---- Records for processing

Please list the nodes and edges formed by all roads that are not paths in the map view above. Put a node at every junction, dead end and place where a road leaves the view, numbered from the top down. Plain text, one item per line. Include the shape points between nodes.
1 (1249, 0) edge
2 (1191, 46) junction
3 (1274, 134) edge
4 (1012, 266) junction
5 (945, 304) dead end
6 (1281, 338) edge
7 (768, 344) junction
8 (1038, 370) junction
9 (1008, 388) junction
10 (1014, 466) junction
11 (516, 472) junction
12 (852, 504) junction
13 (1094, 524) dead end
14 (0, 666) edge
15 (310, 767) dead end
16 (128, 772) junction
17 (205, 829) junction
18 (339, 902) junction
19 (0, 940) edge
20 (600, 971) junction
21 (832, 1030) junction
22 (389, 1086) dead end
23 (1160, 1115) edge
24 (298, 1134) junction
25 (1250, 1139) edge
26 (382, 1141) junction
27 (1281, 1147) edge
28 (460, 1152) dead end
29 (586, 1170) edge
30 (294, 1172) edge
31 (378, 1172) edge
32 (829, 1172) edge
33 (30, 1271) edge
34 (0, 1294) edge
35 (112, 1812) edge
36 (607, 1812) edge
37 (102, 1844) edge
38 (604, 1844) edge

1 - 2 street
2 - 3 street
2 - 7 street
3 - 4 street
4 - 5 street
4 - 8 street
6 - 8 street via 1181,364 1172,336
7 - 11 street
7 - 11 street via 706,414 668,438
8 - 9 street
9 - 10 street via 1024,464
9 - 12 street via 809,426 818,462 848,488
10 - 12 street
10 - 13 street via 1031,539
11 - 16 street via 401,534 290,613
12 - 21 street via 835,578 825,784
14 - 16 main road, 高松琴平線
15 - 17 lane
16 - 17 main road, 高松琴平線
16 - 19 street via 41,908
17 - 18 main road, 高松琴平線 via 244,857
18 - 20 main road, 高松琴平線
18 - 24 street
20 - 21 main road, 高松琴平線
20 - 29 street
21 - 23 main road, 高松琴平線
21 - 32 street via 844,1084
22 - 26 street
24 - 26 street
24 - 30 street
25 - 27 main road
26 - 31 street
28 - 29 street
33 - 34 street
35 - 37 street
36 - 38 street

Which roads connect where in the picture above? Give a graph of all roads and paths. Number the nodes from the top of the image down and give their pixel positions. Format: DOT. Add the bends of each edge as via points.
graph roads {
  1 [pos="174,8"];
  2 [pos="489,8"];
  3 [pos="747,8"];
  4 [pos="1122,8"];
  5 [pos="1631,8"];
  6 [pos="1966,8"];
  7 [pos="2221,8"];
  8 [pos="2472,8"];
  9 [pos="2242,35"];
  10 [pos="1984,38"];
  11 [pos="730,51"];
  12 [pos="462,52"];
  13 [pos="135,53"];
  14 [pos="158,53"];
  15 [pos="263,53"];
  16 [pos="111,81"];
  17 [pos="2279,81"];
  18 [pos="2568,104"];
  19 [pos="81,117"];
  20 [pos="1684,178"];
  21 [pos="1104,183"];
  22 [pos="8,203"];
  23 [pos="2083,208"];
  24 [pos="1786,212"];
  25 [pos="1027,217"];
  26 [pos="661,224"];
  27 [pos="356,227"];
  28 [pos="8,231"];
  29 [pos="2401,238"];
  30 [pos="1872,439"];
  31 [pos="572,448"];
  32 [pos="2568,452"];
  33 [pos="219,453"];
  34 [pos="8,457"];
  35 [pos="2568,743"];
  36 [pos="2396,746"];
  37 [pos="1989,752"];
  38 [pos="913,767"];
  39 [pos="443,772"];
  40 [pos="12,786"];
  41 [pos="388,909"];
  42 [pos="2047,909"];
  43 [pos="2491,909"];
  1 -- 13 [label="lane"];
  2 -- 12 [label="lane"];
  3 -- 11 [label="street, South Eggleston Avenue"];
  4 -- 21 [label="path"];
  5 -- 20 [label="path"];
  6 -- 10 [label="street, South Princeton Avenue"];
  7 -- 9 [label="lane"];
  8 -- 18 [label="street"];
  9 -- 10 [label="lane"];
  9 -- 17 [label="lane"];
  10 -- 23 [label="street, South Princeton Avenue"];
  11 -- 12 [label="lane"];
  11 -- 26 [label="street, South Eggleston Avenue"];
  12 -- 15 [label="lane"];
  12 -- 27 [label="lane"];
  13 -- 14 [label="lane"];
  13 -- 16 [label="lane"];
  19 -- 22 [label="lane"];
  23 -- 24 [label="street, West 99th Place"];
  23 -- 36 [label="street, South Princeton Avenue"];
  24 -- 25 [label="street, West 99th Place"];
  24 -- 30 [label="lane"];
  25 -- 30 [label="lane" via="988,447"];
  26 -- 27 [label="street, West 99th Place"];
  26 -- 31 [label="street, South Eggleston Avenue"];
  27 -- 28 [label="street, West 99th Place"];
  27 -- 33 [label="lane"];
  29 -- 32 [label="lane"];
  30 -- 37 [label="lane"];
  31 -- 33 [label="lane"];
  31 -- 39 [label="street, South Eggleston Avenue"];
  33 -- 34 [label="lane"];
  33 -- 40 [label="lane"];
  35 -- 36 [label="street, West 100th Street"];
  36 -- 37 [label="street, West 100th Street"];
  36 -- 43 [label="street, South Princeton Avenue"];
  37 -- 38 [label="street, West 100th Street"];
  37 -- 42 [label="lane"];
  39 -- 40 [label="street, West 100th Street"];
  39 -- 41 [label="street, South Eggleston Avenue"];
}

--------

• [What you need to do]
Among the lines above, which hold the word "Princeton"? Report each one.

• [Solution to the problem]
  6 -- 10 [label="street, South Princeton Avenue"];
  10 -- 23 [label="street, South Princeton Avenue"];
  23 -- 36 [label="street, South Princeton Avenue"];
  36 -- 43 [label="street, South Princeton Avenue"];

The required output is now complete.